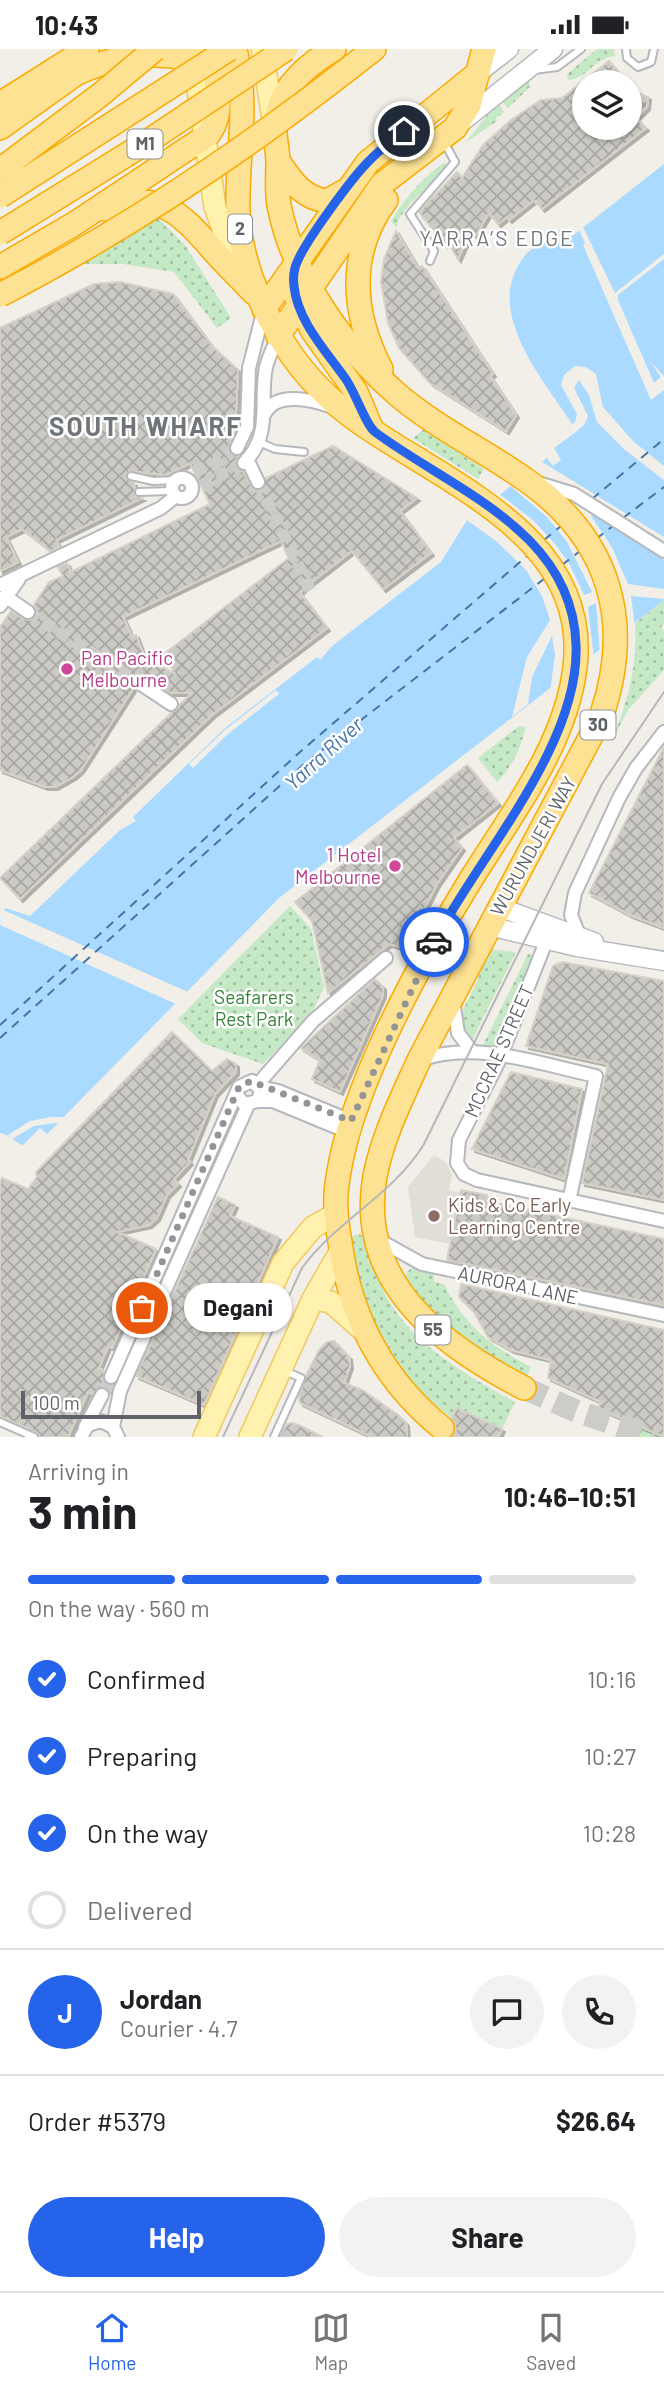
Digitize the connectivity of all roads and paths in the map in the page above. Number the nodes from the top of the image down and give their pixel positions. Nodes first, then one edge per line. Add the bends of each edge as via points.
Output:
1 (88, 49) edge
2 (108, 49) edge
3 (155, 49) edge
4 (262, 49) edge
5 (286, 49) edge
6 (334, 49) edge
7 (374, 49) edge
8 (484, 49) edge
9 (509, 49) edge
10 (553, 49) edge
11 (581, 49) edge
12 (626, 49) edge
13 (654, 49) edge
14 (219, 53) edge
15 (526, 70) junction
16 (478, 73) junction
17 (72, 78) junction
18 (244, 87) junction
19 (0, 104) edge
20 (0, 128) edge
21 (204, 138) junction
22 (441, 138) junction
23 (277, 146) junction
24 (0, 170) edge
25 (347, 189) junction
26 (0, 196) edge
27 (65, 229) junction
28 (0, 233) edge
29 (297, 261) junction
30 (430, 261) dead end
31 (0, 267) edge
32 (0, 296) edge
33 (305, 296) junction
34 (258, 298) junction
35 (278, 336) junction
36 (402, 397) junction
37 (264, 415) junction
38 (351, 416) junction
39 (378, 434) junction
40 (259, 442) junction
41 (237, 448) tunnel mouth
42 (304, 452) dead end
43 (194, 472) tunnel mouth
44 (131, 476) dead end
45 (528, 481) junction
46 (258, 482) tunnel mouth
47 (201, 486) tunnel mouth
48 (178, 488) junction
49 (139, 492) dead end
50 (664, 551) edge
51 (2, 596) edge
52 (28, 612) tunnel mouth
53 (138, 682) tunnel mouth
54 (171, 704) dead end
55 (664, 732) edge
56 (458, 902) junction
57 (494, 916) junction
58 (579, 935) junction
59 (547, 939) junction
60 (611, 950) junction
61 (386, 958) dead end
62 (664, 961) edge
63 (452, 994) junction
64 (471, 1050) junction
65 (501, 1057) junction
66 (419, 1060) junction
67 (259, 1086) junction
68 (237, 1095) junction
69 (253, 1103) junction
70 (304, 1108) junction
71 (350, 1126) junction
72 (210, 1173) junction
73 (569, 1201) junction
74 (372, 1203) junction
75 (336, 1214) junction
76 (664, 1221) edge
77 (377, 1239) junction
78 (341, 1250) junction
79 (313, 1300) junction
80 (664, 1315) edge
81 (365, 1332) junction
82 (281, 1369) junction
83 (111, 1377) tunnel mouth
84 (524, 1388) tunnel mouth
85 (102, 1395) tunnel mouth
86 (0, 1422) edge
87 (442, 1428) dead end
88 (82, 1433) edge
89 (118, 1433) edge
90 (203, 1436) edge
91 (34, 1437) edge
92 (250, 1437) edge
93 (274, 1437) edge

1 - 19 highway
2 - 17 highway
3 - 24 highway, bridge
4 - 23 main road, 30
5 - 28 highway, M1, bridge
6 - 23 highway via 289,86 277,113
7 - 32 highway, bridge via 196,179
8 - 16 highway
9 - 16 street
10 - 15 street
11 - 15 lane via 557,68
12 - 13 lane via 627,58 638,67 651,62
14 - 17 highway via 142,53 102,62
14 - 18 highway
14 - 21 highway via 218,115
14 - 26 highway, M1, bridge
15 - 22 street
16 - 22 highway via 469,105
16 - 25 highway via 382,149
17 - 20 highway
18 - 23 highway via 266,118
18 - 34 highway, 2 via 237,197 244,250
21 - 27 highway
21 - 34 main road, 30 via 221,228
22 - 30 lane via 455,162 410,214 434,251
22 - 33 highway via 382,184
22 - 36 highway via 382,205 363,245 357,274 364,331 385,376
23 - 25 highway via 300,190 313,198 327,201
23 - 29 highway, 30 via 279,209
25 - 29 highway
27 - 31 highway
27 - 34 highway via 120,204 160,205 183,216
29 - 33 highway, 30
29 - 34 highway
33 - 35 highway
33 - 36 highway, 30
33 - 39 highway via 312,330 356,392
34 - 35 highway, 30
34 - 41 street via 247,427
35 - 37 street via 266,368
35 - 38 highway, 30 via 314,382
36 - 45 highway, WURUNDJERI WAY / 30
37 - 38 street via 274,403 292,399 323,403
37 - 40 street
38 - 39 highway, 30
39 - 56 highway, WURUNDJERI WAY / 30 via 516,527 541,553 562,587 575,630 573,681 559,728
40 - 42 lane
40 - 46 street via 245,461
43 - 48 street
44 - 48 lane
45 - 50 street via 574,494
45 - 57 highway, WURUNDJERI WAY / 30 via 567,515 587,541 605,576 616,617 617,654 609,694 591,741
47 - 48 street
48 - 49 lane
48 - 51 street via 161,508 30,570
51 - 52 street
53 - 54 street
55 - 58 street via 619,798 572,899 572,919
56 - 57 highway
56 - 71 highway, WURUNDJERI WAY / 30 via 412,984
57 - 58 street via 530,920
57 - 59 street
57 - 63 highway, WURUNDJERI WAY / 30
58 - 60 street
59 - 60 street
59 - 65 street, MCCRAE STREET
60 - 62 street
61 - 67 street via 313,1021
63 - 64 street via 457,1030
63 - 66 highway, WURUNDJERI WAY / 30
64 - 65 street
64 - 66 street
65 - 73 street via 600,1077
65 - 73 street, MCCRAE STREET via 459,1140 457,1163 464,1174 477,1180
66 - 74 highway, WURUNDJERI WAY / 30 via 389,1128
67 - 68 street via 245,1082
67 - 69 street via 261,1094
67 - 70 street
68 - 69 street via 241,1102
68 - 72 street
69 - 70 street via 273,1101
69 - 72 street
70 - 71 street
71 - 75 highway, WURUNDJERI WAY / 30
72 - 83 street
72 - 89 street via 120,1391
73 - 76 street
74 - 75 highway
74 - 77 highway, WURUNDJERI WAY / 55
74 - 78 highway, 30
75 - 78 highway, WURUNDJERI WAY
75 - 90 main road via 313,1227 283,1263
77 - 80 street, AURORA LANE via 422,1264
77 - 84 highway, WURUNDJERI WAY / 55 via 396,1286 420,1317 474,1363
78 - 79 main road, 30
78 - 81 highway, WURUNDJERI WAY
79 - 81 main road via 331,1302
79 - 82 main road, 30
81 - 87 highway, WURUNDJERI WAY via 394,1381
82 - 92 main road, 30
82 - 93 lane via 301,1378
85 - 88 street
86 - 91 lane
88 - 89 street via 97,1421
--- --- ---
--- WHAT YOU HAVE TO DO ---
The answer is the full set of records printed exactly, less the pictures.

--- WRITTEN RESPONSE ---
Digitize the connectivity of all roads and paths in the map in the page above. Number the nodes from the top of the image down and give their pixel positions. Nodes first, then one edge per line. Add the bends of each edge as via points.
Output:
1 (88, 49) edge
2 (108, 49) edge
3 (155, 49) edge
4 (262, 49) edge
5 (286, 49) edge
6 (334, 49) edge
7 (374, 49) edge
8 (484, 49) edge
9 (509, 49) edge
10 (553, 49) edge
11 (581, 49) edge
12 (626, 49) edge
13 (654, 49) edge
14 (219, 53) edge
15 (526, 70) junction
16 (478, 73) junction
17 (72, 78) junction
18 (244, 87) junction
19 (0, 104) edge
20 (0, 128) edge
21 (204, 138) junction
22 (441, 138) junction
23 (277, 146) junction
24 (0, 170) edge
25 (347, 189) junction
26 (0, 196) edge
27 (65, 229) junction
28 (0, 233) edge
29 (297, 261) junction
30 (430, 261) dead end
31 (0, 267) edge
32 (0, 296) edge
33 (305, 296) junction
34 (258, 298) junction
35 (278, 336) junction
36 (402, 397) junction
37 (264, 415) junction
38 (351, 416) junction
39 (378, 434) junction
40 (259, 442) junction
41 (237, 448) tunnel mouth
42 (304, 452) dead end
43 (194, 472) tunnel mouth
44 (131, 476) dead end
45 (528, 481) junction
46 (258, 482) tunnel mouth
47 (201, 486) tunnel mouth
48 (178, 488) junction
49 (139, 492) dead end
50 (664, 551) edge
51 (2, 596) edge
52 (28, 612) tunnel mouth
53 (138, 682) tunnel mouth
54 (171, 704) dead end
55 (664, 732) edge
56 (458, 902) junction
57 (494, 916) junction
58 (579, 935) junction
59 (547, 939) junction
60 (611, 950) junction
61 (386, 958) dead end
62 (664, 961) edge
63 (452, 994) junction
64 (471, 1050) junction
65 (501, 1057) junction
66 (419, 1060) junction
67 (259, 1086) junction
68 (237, 1095) junction
69 (253, 1103) junction
70 (304, 1108) junction
71 (350, 1126) junction
72 (210, 1173) junction
73 (569, 1201) junction
74 (372, 1203) junction
75 (336, 1214) junction
76 (664, 1221) edge
77 (377, 1239) junction
78 (341, 1250) junction
79 (313, 1300) junction
80 (664, 1315) edge
81 (365, 1332) junction
82 (281, 1369) junction
83 (111, 1377) tunnel mouth
84 (524, 1388) tunnel mouth
85 (102, 1395) tunnel mouth
86 (0, 1422) edge
87 (442, 1428) dead end
88 (82, 1433) edge
89 (118, 1433) edge
90 (203, 1436) edge
91 (34, 1437) edge
92 (250, 1437) edge
93 (274, 1437) edge

1 - 19 highway
2 - 17 highway
3 - 24 highway, bridge
4 - 23 main road, 30
5 - 28 highway, M1, bridge
6 - 23 highway via 289,86 277,113
7 - 32 highway, bridge via 196,179
8 - 16 highway
9 - 16 street
10 - 15 street
11 - 15 lane via 557,68
12 - 13 lane via 627,58 638,67 651,62
14 - 17 highway via 142,53 102,62
14 - 18 highway
14 - 21 highway via 218,115
14 - 26 highway, M1, bridge
15 - 22 street
16 - 22 highway via 469,105
16 - 25 highway via 382,149
17 - 20 highway
18 - 23 highway via 266,118
18 - 34 highway, 2 via 237,197 244,250
21 - 27 highway
21 - 34 main road, 30 via 221,228
22 - 30 lane via 455,162 410,214 434,251
22 - 33 highway via 382,184
22 - 36 highway via 382,205 363,245 357,274 364,331 385,376
23 - 25 highway via 300,190 313,198 327,201
23 - 29 highway, 30 via 279,209
25 - 29 highway
27 - 31 highway
27 - 34 highway via 120,204 160,205 183,216
29 - 33 highway, 30
29 - 34 highway
33 - 35 highway
33 - 36 highway, 30
33 - 39 highway via 312,330 356,392
34 - 35 highway, 30
34 - 41 street via 247,427
35 - 37 street via 266,368
35 - 38 highway, 30 via 314,382
36 - 45 highway, WURUNDJERI WAY / 30
37 - 38 street via 274,403 292,399 323,403
37 - 40 street
38 - 39 highway, 30
39 - 56 highway, WURUNDJERI WAY / 30 via 516,527 541,553 562,587 575,630 573,681 559,728
40 - 42 lane
40 - 46 street via 245,461
43 - 48 street
44 - 48 lane
45 - 50 street via 574,494
45 - 57 highway, WURUNDJERI WAY / 30 via 567,515 587,541 605,576 616,617 617,654 609,694 591,741
47 - 48 street
48 - 49 lane
48 - 51 street via 161,508 30,570
51 - 52 street
53 - 54 street
55 - 58 street via 619,798 572,899 572,919
56 - 57 highway
56 - 71 highway, WURUNDJERI WAY / 30 via 412,984
57 - 58 street via 530,920
57 - 59 street
57 - 63 highway, WURUNDJERI WAY / 30
58 - 60 street
59 - 60 street
59 - 65 street, MCCRAE STREET
60 - 62 street
61 - 67 street via 313,1021
63 - 64 street via 457,1030
63 - 66 highway, WURUNDJERI WAY / 30
64 - 65 street
64 - 66 street
65 - 73 street via 600,1077
65 - 73 street, MCCRAE STREET via 459,1140 457,1163 464,1174 477,1180
66 - 74 highway, WURUNDJERI WAY / 30 via 389,1128
67 - 68 street via 245,1082
67 - 69 street via 261,1094
67 - 70 street
68 - 69 street via 241,1102
68 - 72 street
69 - 70 street via 273,1101
69 - 72 street
70 - 71 street
71 - 75 highway, WURUNDJERI WAY / 30
72 - 83 street
72 - 89 street via 120,1391
73 - 76 street
74 - 75 highway
74 - 77 highway, WURUNDJERI WAY / 55
74 - 78 highway, 30
75 - 78 highway, WURUNDJERI WAY
75 - 90 main road via 313,1227 283,1263
77 - 80 street, AURORA LANE via 422,1264
77 - 84 highway, WURUNDJERI WAY / 55 via 396,1286 420,1317 474,1363
78 - 79 main road, 30
78 - 81 highway, WURUNDJERI WAY
79 - 81 main road via 331,1302
79 - 82 main road, 30
81 - 87 highway, WURUNDJERI WAY via 394,1381
82 - 92 main road, 30
82 - 93 lane via 301,1378
85 - 88 street
86 - 91 lane
88 - 89 street via 97,1421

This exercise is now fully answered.